**Problem details:**
Give the listing again word for word. Leave every image out.

# # #

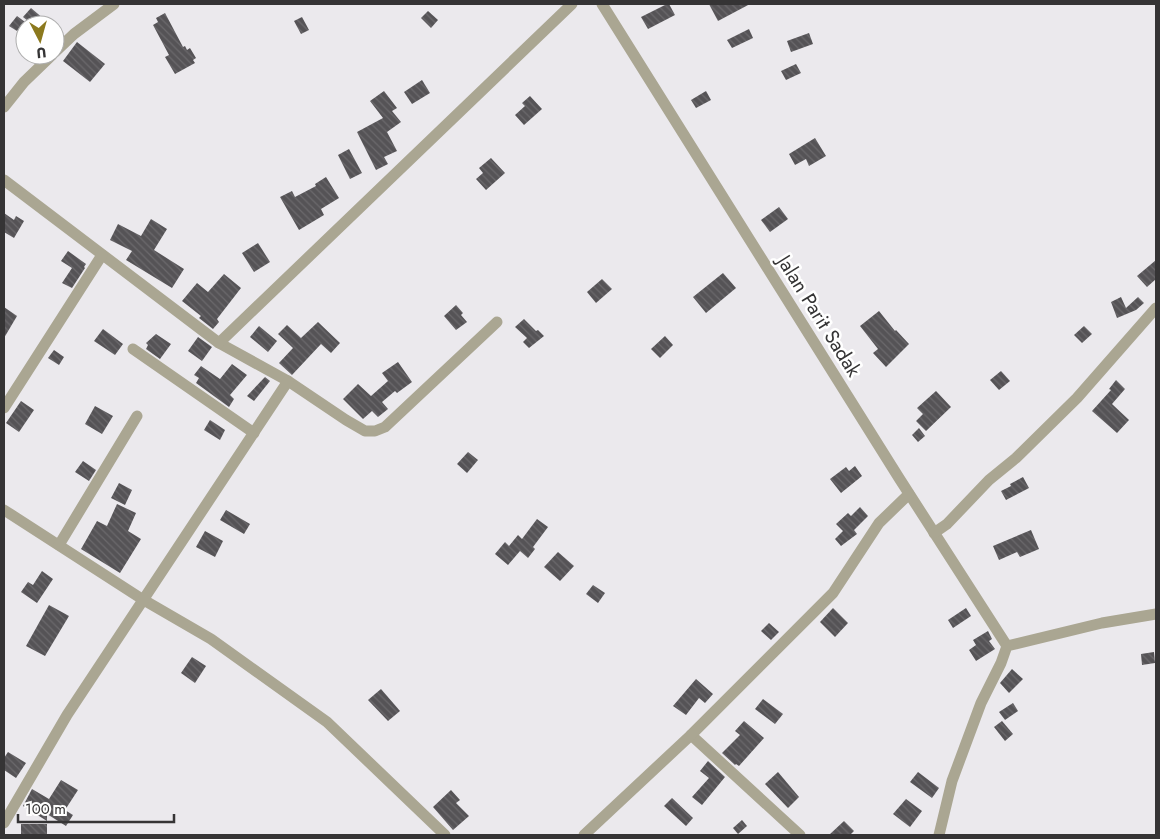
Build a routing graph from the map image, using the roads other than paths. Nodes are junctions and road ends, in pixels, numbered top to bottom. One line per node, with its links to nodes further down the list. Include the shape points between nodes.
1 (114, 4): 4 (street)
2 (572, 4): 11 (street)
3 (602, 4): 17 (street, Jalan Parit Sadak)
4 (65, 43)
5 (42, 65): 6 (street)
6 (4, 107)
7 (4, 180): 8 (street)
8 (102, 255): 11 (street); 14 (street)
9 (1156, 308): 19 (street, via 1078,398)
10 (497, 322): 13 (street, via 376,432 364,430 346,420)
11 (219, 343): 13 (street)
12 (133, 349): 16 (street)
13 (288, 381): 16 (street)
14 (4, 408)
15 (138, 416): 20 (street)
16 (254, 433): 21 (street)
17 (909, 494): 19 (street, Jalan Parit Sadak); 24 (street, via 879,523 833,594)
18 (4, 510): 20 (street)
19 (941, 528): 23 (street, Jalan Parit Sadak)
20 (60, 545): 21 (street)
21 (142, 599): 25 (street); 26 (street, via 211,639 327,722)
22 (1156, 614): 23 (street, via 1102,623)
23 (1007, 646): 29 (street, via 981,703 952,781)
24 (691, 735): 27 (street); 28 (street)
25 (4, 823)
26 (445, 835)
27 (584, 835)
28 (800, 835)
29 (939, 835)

# # #

**Your response:**
Build a routing graph from the map image, using the roads other than paths. Nodes are junctions and road ends, in pixels, numbered top to bottom. One line per node, with its links to nodes further down the list. Include the shape points between nodes.
1 (114, 4): 4 (street)
2 (572, 4): 11 (street)
3 (602, 4): 17 (street, Jalan Parit Sadak)
4 (65, 43)
5 (42, 65): 6 (street)
6 (4, 107)
7 (4, 180): 8 (street)
8 (102, 255): 11 (street); 14 (street)
9 (1156, 308): 19 (street, via 1078,398)
10 (497, 322): 13 (street, via 376,432 364,430 346,420)
11 (219, 343): 13 (street)
12 (133, 349): 16 (street)
13 (288, 381): 16 (street)
14 (4, 408)
15 (138, 416): 20 (street)
16 (254, 433): 21 (street)
17 (909, 494): 19 (street, Jalan Parit Sadak); 24 (street, via 879,523 833,594)
18 (4, 510): 20 (street)
19 (941, 528): 23 (street, Jalan Parit Sadak)
20 (60, 545): 21 (street)
21 (142, 599): 25 (street); 26 (street, via 211,639 327,722)
22 (1156, 614): 23 (street, via 1102,623)
23 (1007, 646): 29 (street, via 981,703 952,781)
24 (691, 735): 27 (street); 28 (street)
25 (4, 823)
26 (445, 835)
27 (584, 835)
28 (800, 835)
29 (939, 835)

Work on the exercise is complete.